Myles Kantor hatte sich mit dem Thema „Buddcio Grigor" wenig beschäftigt. Er hielt den Plophoser für einen politischen Falken, für einen Verfechter militärischer Stärke. Grigors wichtigste Aussage schien es zu sein, dass sich Terra gegen Übergriffe von außen wehren müsse - was natürlich ohnehin der Fall war. Sein innenpolitisches Credo erschöpfte sich in dem Plan, die Kosmische Hanse ins Eigentum der LFT zu überführen. Ein starker Hanse-Chef, der dies hätte verhindern können, existierte nicht mehr. Nach Homer G. Adams Abwahl und Sheremdocs Tod war die Stelle nie wieder passend besetzt worden. Kantor hätte lieber Koka Szari Misonan behalten, die zwar politisch oft, schwach, dafür stets zurückhaltend und intelligent agiert hatte.

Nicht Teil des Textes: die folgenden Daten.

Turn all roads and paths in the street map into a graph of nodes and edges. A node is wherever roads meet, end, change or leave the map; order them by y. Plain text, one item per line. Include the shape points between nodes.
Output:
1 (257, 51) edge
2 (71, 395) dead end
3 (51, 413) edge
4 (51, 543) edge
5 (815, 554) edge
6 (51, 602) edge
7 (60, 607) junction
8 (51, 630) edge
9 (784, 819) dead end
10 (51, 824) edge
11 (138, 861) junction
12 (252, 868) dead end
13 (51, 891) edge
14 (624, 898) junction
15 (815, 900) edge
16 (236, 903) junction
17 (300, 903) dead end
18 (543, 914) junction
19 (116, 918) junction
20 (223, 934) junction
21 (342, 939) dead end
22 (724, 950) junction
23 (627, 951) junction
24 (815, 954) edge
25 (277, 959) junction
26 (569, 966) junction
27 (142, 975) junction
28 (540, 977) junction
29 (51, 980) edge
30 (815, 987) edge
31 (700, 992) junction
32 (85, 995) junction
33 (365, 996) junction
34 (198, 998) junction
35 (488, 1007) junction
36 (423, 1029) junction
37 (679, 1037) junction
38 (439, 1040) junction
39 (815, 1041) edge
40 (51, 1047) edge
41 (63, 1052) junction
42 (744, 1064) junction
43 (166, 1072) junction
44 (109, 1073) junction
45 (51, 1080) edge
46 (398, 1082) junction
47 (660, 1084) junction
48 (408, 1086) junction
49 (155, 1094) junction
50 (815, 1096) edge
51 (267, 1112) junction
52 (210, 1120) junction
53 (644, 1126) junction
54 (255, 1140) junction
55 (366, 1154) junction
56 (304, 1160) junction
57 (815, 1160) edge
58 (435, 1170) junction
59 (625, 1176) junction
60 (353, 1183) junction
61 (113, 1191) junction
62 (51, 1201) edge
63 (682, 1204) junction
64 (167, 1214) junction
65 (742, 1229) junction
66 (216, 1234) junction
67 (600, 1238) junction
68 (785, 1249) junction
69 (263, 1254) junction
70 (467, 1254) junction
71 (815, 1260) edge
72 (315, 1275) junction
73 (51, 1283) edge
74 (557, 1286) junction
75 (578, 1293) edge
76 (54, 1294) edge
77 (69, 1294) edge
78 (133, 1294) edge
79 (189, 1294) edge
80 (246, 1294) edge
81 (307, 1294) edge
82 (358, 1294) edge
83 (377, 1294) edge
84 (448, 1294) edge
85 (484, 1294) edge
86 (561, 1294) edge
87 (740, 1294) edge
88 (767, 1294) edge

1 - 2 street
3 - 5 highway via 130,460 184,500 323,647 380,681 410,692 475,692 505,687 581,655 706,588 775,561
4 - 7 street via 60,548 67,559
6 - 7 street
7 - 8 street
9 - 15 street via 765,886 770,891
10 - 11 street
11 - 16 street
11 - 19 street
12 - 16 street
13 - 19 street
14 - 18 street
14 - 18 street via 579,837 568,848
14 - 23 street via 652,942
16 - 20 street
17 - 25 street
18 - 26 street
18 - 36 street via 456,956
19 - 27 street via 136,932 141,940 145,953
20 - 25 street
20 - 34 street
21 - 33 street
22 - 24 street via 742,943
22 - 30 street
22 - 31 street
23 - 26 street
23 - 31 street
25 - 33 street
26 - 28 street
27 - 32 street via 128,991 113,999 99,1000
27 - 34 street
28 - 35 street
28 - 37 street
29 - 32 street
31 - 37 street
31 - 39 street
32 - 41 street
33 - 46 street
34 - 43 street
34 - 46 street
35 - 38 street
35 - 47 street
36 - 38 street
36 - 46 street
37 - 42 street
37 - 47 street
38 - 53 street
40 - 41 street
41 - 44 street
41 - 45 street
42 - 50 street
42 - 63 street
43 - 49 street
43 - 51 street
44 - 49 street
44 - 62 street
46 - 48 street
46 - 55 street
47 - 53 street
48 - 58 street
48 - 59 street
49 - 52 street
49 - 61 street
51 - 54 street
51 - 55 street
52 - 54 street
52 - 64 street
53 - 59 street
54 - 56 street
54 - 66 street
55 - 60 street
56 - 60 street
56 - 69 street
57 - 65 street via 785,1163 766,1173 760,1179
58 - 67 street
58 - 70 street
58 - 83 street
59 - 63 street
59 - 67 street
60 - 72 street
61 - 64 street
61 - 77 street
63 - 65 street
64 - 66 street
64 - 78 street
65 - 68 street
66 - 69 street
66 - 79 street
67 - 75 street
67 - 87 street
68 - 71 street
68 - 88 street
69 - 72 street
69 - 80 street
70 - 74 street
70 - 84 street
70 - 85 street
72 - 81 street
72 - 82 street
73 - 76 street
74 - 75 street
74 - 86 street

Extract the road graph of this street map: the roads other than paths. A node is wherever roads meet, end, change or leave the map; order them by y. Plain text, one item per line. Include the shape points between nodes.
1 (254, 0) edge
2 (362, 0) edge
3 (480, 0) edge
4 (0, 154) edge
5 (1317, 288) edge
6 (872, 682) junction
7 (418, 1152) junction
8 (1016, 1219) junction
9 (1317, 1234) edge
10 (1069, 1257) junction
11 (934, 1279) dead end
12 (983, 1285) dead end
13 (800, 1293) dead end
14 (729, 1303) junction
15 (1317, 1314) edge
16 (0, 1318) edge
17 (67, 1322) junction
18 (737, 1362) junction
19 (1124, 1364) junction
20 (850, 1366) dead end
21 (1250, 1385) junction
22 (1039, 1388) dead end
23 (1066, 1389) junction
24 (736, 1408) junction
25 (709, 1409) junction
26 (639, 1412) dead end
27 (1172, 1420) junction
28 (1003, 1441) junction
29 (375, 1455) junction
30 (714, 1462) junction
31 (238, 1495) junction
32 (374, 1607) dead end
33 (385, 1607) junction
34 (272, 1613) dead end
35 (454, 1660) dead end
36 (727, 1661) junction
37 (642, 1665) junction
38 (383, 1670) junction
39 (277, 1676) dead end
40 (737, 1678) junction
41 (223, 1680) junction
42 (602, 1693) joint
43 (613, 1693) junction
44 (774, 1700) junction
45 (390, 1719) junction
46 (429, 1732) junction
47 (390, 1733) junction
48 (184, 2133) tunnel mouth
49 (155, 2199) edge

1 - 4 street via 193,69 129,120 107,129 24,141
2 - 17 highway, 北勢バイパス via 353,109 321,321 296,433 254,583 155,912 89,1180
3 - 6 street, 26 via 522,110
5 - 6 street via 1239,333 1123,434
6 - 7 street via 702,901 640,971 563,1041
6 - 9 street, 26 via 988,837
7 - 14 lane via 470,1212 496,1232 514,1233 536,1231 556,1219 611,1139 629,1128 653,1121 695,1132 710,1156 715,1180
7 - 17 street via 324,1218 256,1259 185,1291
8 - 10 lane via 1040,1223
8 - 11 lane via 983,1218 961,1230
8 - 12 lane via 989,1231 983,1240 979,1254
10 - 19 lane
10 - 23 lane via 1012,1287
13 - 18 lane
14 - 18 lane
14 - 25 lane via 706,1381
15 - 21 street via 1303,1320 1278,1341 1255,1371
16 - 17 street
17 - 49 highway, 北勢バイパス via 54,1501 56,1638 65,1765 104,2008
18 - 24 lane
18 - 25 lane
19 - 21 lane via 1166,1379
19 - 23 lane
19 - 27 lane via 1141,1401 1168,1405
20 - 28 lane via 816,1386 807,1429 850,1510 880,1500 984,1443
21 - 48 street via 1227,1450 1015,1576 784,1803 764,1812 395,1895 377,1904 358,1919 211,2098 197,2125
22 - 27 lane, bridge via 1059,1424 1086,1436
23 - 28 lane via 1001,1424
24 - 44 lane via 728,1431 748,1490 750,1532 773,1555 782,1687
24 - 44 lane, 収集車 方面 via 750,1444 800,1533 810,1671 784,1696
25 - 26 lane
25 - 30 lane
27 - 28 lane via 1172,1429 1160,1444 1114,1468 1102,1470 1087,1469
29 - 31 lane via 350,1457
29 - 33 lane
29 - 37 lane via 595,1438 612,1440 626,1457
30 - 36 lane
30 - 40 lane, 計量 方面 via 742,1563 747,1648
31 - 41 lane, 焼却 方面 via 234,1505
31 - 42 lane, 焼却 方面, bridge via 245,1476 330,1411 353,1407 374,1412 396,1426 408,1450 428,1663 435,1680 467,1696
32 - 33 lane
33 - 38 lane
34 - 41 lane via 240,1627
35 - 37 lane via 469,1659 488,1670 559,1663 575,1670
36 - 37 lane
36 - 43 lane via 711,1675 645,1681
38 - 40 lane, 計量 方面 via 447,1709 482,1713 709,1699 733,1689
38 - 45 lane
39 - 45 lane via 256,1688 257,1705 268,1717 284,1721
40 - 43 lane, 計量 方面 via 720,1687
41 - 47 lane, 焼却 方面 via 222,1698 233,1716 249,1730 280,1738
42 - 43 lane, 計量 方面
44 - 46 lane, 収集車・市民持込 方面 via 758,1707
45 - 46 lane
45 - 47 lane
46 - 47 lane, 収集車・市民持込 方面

Dass er wiederholt und heftig den Kopf schüttelte, merkte er kaum. Er brachte für diese Wahl kein Verständnis auf. Als die Berichterstattung sich ihrem Ende zuneigte, hatte sich in der LFT ein politischer Wandel vollzogen, der nicht mehr rückgängig zu machen war. „Jetzt", sagte Benito Grink plötzlich. „Was? Ein Interview mit Buddcio Grigor?"
„Nein. Das Foto ist fertig."NATHAN spuckte in Form einer sich drehenden Holografie das Ergebnis aus. Noch in derselben Nacht erwachte das Forschungszentrum Titan zum quirligen Leben, wie man es aus den Stoßzeiten am Nachmittag kannte.
Die sechste Holo-Fotographie brachte den Geologen exakt jene Daten, die noch benötigt wurden. Danach galt als erwiesen, dass Trokan zwischen drei- und viermillionenfach schneller als vorher rotierte. Am wahrscheinlichsten schien ein Wert um 3,7 Millionen herum. Die eigentliche Sensation kam jedoch aus einer ganz anderen Richtung. Sie verfügten über ein exaktes Muster der Temperaturverläufe auf Trokan.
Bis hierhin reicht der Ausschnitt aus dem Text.